Stored data entries:
==========

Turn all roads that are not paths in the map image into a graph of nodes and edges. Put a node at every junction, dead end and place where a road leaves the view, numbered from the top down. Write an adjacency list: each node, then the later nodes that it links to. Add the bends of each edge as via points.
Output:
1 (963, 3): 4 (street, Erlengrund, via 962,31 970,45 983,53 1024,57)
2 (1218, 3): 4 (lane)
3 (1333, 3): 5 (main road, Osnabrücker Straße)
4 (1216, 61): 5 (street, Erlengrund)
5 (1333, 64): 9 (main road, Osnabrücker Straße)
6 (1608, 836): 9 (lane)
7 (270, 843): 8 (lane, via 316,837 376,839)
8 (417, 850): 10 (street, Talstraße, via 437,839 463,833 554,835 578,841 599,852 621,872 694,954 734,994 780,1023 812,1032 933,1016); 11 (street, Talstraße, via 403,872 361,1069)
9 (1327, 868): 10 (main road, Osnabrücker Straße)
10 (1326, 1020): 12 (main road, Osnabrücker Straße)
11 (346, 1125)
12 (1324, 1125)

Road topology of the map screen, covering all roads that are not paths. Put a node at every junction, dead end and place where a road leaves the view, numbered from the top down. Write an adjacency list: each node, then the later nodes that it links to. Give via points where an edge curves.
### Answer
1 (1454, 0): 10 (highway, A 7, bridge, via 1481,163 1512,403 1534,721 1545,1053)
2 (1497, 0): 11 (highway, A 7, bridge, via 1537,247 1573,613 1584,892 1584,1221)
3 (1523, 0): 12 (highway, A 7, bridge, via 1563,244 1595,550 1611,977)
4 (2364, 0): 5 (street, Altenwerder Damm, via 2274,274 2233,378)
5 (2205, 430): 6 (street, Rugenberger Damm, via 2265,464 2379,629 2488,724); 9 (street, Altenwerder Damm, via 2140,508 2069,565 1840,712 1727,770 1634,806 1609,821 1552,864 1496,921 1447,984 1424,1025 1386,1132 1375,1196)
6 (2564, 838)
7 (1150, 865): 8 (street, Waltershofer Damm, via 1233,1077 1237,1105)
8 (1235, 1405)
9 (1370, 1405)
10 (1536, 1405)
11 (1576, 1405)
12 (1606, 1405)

==========

Copy every record above exactly as it stands.

== Task solution ==
Turn all roads that are not paths in the map image into a graph of nodes and edges. Put a node at every junction, dead end and place where a road leaves the view, numbered from the top down. Write an adjacency list: each node, then the later nodes that it links to. Add the bends of each edge as via points.
Output:
1 (963, 3): 4 (street, Erlengrund, via 962,31 970,45 983,53 1024,57)
2 (1218, 3): 4 (lane)
3 (1333, 3): 5 (main road, Osnabrücker Straße)
4 (1216, 61): 5 (street, Erlengrund)
5 (1333, 64): 9 (main road, Osnabrücker Straße)
6 (1608, 836): 9 (lane)
7 (270, 843): 8 (lane, via 316,837 376,839)
8 (417, 850): 10 (street, Talstraße, via 437,839 463,833 554,835 578,841 599,852 621,872 694,954 734,994 780,1023 812,1032 933,1016); 11 (street, Talstraße, via 403,872 361,1069)
9 (1327, 868): 10 (main road, Osnabrücker Straße)
10 (1326, 1020): 12 (main road, Osnabrücker Straße)
11 (346, 1125)
12 (1324, 1125)

Road topology of the map screen, covering all roads that are not paths. Put a node at every junction, dead end and place where a road leaves the view, numbered from the top down. Write an adjacency list: each node, then the later nodes that it links to. Give via points where an edge curves.
### Answer
1 (1454, 0): 10 (highway, A 7, bridge, via 1481,163 1512,403 1534,721 1545,1053)
2 (1497, 0): 11 (highway, A 7, bridge, via 1537,247 1573,613 1584,892 1584,1221)
3 (1523, 0): 12 (highway, A 7, bridge, via 1563,244 1595,550 1611,977)
4 (2364, 0): 5 (street, Altenwerder Damm, via 2274,274 2233,378)
5 (2205, 430): 6 (street, Rugenberger Damm, via 2265,464 2379,629 2488,724); 9 (street, Altenwerder Damm, via 2140,508 2069,565 1840,712 1727,770 1634,806 1609,821 1552,864 1496,921 1447,984 1424,1025 1386,1132 1375,1196)
6 (2564, 838)
7 (1150, 865): 8 (street, Waltershofer Damm, via 1233,1077 1237,1105)
8 (1235, 1405)
9 (1370, 1405)
10 (1536, 1405)
11 (1576, 1405)
12 (1606, 1405)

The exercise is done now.